■ PROBLEM DESCRIPTION ■
Copy exactly the lines that run from the one containing "Which roads connect" through the end of the entries, both ends included.

■ RECORD EXTRACTS ■
——————

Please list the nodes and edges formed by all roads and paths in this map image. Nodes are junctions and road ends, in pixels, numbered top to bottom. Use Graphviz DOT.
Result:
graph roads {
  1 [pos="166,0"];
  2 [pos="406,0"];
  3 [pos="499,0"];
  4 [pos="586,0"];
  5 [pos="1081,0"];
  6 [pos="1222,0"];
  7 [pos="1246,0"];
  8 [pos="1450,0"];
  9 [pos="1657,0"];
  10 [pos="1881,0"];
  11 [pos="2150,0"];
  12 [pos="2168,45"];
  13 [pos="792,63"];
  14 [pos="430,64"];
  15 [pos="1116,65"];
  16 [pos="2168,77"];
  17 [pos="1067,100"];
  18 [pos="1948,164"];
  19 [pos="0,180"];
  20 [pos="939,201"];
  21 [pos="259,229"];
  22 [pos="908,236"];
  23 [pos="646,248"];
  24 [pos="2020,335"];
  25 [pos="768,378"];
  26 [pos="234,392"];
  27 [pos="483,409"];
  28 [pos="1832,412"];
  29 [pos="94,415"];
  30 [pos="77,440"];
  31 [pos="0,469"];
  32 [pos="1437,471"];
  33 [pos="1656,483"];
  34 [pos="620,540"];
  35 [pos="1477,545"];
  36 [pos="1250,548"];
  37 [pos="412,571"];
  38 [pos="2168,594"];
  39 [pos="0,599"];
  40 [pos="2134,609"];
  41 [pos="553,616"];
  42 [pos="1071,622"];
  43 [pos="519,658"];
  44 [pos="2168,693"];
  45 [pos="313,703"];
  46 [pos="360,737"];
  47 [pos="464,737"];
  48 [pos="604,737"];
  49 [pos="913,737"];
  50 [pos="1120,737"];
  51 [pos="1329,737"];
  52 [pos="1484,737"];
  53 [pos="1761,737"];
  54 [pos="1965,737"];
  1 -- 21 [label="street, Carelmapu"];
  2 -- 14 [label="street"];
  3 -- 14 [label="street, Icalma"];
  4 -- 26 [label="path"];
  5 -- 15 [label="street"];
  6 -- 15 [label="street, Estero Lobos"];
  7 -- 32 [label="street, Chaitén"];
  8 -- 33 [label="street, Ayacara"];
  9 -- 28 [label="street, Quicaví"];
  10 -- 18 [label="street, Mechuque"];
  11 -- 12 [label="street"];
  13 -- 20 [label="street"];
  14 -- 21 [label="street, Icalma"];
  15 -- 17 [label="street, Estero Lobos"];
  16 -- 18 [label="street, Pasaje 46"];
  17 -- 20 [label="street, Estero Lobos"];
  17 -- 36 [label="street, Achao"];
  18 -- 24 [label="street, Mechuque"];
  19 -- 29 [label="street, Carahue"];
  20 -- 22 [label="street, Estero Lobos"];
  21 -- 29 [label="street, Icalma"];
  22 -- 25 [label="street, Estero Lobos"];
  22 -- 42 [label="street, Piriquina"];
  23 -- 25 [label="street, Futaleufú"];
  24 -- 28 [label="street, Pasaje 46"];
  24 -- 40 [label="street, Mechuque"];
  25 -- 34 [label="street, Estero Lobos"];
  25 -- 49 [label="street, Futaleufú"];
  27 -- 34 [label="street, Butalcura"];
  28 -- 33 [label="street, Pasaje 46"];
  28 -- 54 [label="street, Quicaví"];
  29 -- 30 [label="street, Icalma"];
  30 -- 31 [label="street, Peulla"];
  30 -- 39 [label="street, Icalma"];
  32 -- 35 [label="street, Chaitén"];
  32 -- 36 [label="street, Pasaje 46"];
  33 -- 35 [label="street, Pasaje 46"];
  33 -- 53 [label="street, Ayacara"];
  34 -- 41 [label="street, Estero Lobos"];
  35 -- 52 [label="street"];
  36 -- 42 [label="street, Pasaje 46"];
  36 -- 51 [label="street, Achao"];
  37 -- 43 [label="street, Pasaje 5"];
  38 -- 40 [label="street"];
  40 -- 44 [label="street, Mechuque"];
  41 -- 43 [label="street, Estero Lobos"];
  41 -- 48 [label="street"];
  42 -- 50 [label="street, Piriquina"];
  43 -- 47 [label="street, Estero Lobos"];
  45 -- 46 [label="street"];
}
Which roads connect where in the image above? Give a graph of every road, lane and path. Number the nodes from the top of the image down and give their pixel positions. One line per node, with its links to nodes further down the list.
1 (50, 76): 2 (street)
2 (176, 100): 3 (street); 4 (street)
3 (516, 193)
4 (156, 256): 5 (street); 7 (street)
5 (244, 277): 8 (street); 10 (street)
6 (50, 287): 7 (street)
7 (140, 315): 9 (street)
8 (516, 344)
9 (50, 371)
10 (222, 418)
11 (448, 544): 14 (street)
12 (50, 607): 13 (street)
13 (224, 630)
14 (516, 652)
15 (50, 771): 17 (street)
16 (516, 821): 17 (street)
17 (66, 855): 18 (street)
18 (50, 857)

——————

■ ANSWER SECTION ■
Which roads connect where in the image above? Give a graph of every road, lane and path. Number the nodes from the top of the image down and give their pixel positions. One line per node, with its links to nodes further down the list.
1 (50, 76): 2 (street)
2 (176, 100): 3 (street); 4 (street)
3 (516, 193)
4 (156, 256): 5 (street); 7 (street)
5 (244, 277): 8 (street); 10 (street)
6 (50, 287): 7 (street)
7 (140, 315): 9 (street)
8 (516, 344)
9 (50, 371)
10 (222, 418)
11 (448, 544): 14 (street)
12 (50, 607): 13 (street)
13 (224, 630)
14 (516, 652)
15 (50, 771): 17 (street)
16 (516, 821): 17 (street)
17 (66, 855): 18 (street)
18 (50, 857)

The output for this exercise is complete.